Esto último puede parecer obvio, pero por mucho que el nuevo modelo de mundo rural solucione sobre el papel los problemas del modelo anterior, si no se materializa en la forma de una promesa lo anterior es en vano, como la paradoja del árbol al que se lleva la tormenta pero nadie lo oye.
Como podemos observar todos estos puntos están en consonancia los Objetivos de Desarrollo Sostenible (ODS). Otra observación pertinente debido a los recientes acontecimientos, es que la pandemia del Covid-19 está terminando de poner los clavos en el ataúd de un modelo de producción y consumo que se encontraba precipitándose al vacío a cámara lenta, mientras todos éramos testigos, presentes de cuerpo pero a virtud de las corrientes de nuestro tiempo.
La pandemia, como lo han hecho otros eventos devastadores similares a lo largo de la historia, ha actuado como catalizador de esta muerte anunciada. Y esta caída brusca e inesperada del telón ha dejado al desnudo la naturaleza parasitaria de algunos, pero también ha supuesto para otros una ruptura con la banalidad del mal que veníamos practicando con nuestra pasividad.

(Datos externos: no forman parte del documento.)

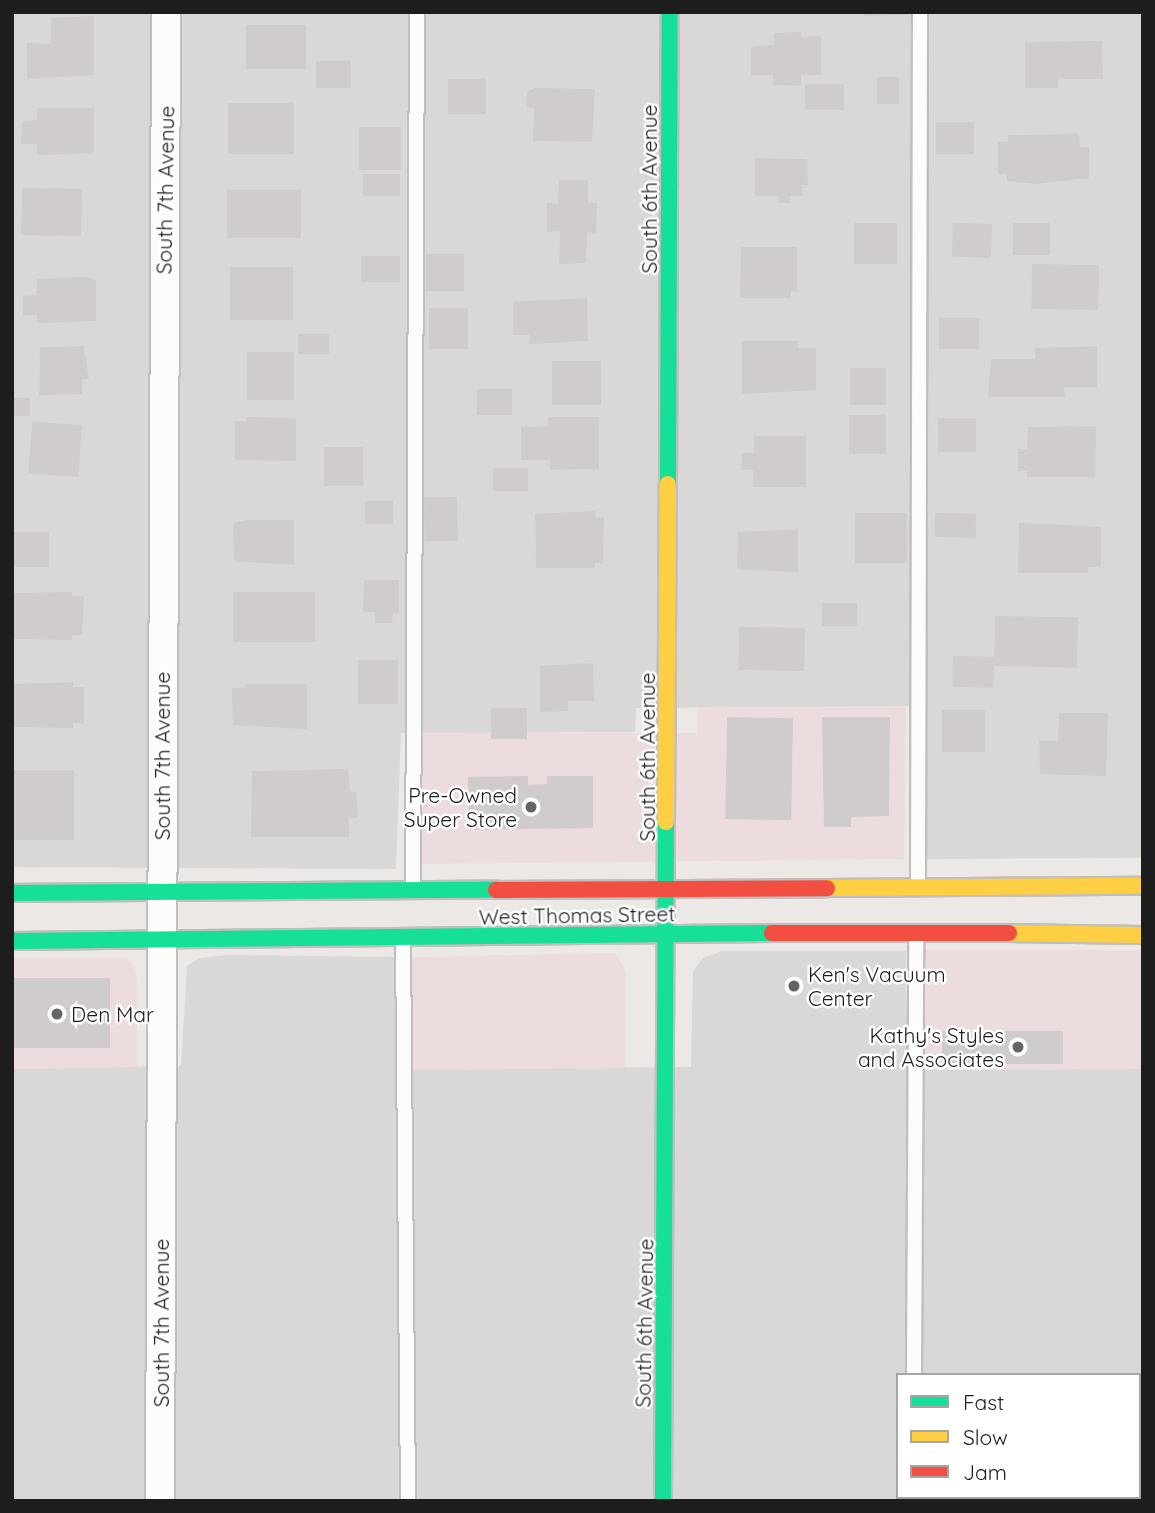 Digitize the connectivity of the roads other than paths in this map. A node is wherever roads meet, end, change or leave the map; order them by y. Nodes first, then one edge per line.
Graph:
1 (166, 12) edge
2 (417, 12) edge
3 (670, 12) edge
4 (920, 12) edge
5 (1143, 886) edge
6 (918, 888) junction
7 (668, 891) junction
8 (162, 892) junction
9 (413, 892) junction
10 (12, 893) edge
11 (916, 932) junction
12 (667, 934) junction
13 (1143, 935) edge
14 (403, 939) junction
15 (12, 942) edge
16 (161, 942) junction
17 (914, 1373) edge
18 (160, 1501) edge
19 (408, 1501) edge
20 (663, 1501) edge

1 - 8 street, South 7th Avenue
2 - 9 lane
3 - 7 main road, South 6th Avenue
4 - 6 lane
5 - 6 main road, West Thomas Street
6 - 7 main road, West Thomas Street
7 - 9 main road, West Thomas Street
7 - 12 main road, South 6th Avenue
8 - 9 main road, West Thomas Street
8 - 10 main road, West Thomas Street
8 - 16 street, South 7th Avenue
11 - 12 main road, West Thomas Street
11 - 13 main road, West Thomas Street
11 - 17 lane
12 - 14 main road, West Thomas Street
12 - 20 main road, South 6th Avenue
14 - 16 main road, West Thomas Street
14 - 19 lane
15 - 16 main road, West Thomas Street
16 - 18 street, South 7th Avenue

En este nuevo mundo que dejará la pandemia el futuro es incierto, es un futuro abierto, y en el fondo solo tenemos dos opciones. Construir el mundo que soñamos desde la esperanza, o ser víctimas del miedo. Y esta elección determinará de manera irreversible el futuro de nuestra especie.
Fuente principal: Ricard Solé, Vidas sintéticas, 2012.